Source: Administrative data for 2015-19 provided by the School District of Philadelphia; National Center for Education Statistics, United States Department 
of Education. 


Methodology 
This study addressed one primary research question and three subquestions 


1. How well do machine learning algorithms predict incoming cohort sizes for grades 1-8 in SDP’s neighborhood 
schools? 


1a. How well does each algorithm predict incoming cohort sizes for the following fall semester? 


1b. Does the precision of each algorithm differ for cohorts with a larger proportion of Black students, 
economically disadvantaged students, or English learner students? 


1c. Which administrative variables contribute most to the predictions? 

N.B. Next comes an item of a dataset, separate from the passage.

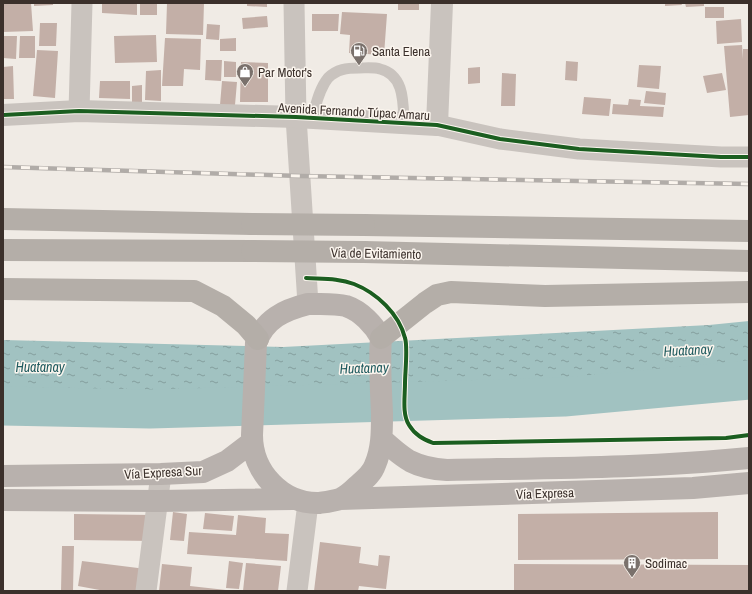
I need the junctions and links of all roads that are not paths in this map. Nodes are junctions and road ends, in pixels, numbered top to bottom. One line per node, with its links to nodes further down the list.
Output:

The first two research tasks proceeded along similar lines. First, the study team built prediction models by applying 
one common prediction algorithm—ordinary least squares (OLS)—and three machine learning prediction 
algorithms—least absolute shrinkage and selection operator (LASSO), elastic net, and random forest—to 
retrospective data from the 2016/17 and 2017/18 school years. Those models were then used to predict incoming 
grade sizes in the 2018/19 school year. Performance was assessed by comparing predicted grade sizes to actual 
grade sizes. 


Cross-validation was used to generate predictions from the modeling set. The study team randomly partitioned 
the data into 10 sets of roughly equal size. In each of 10 runs, one set was held out as the testing set, and the 
algorithms used the remaining nine sets to generate predictions of incoming grade size in the testing set. This 
process was repeated until each set had served as the testing set, after which predictions were averaged across 
all 10 runs. The same partitions were used by all algorithms: OLS, LASSO, elastic net, and random forest. 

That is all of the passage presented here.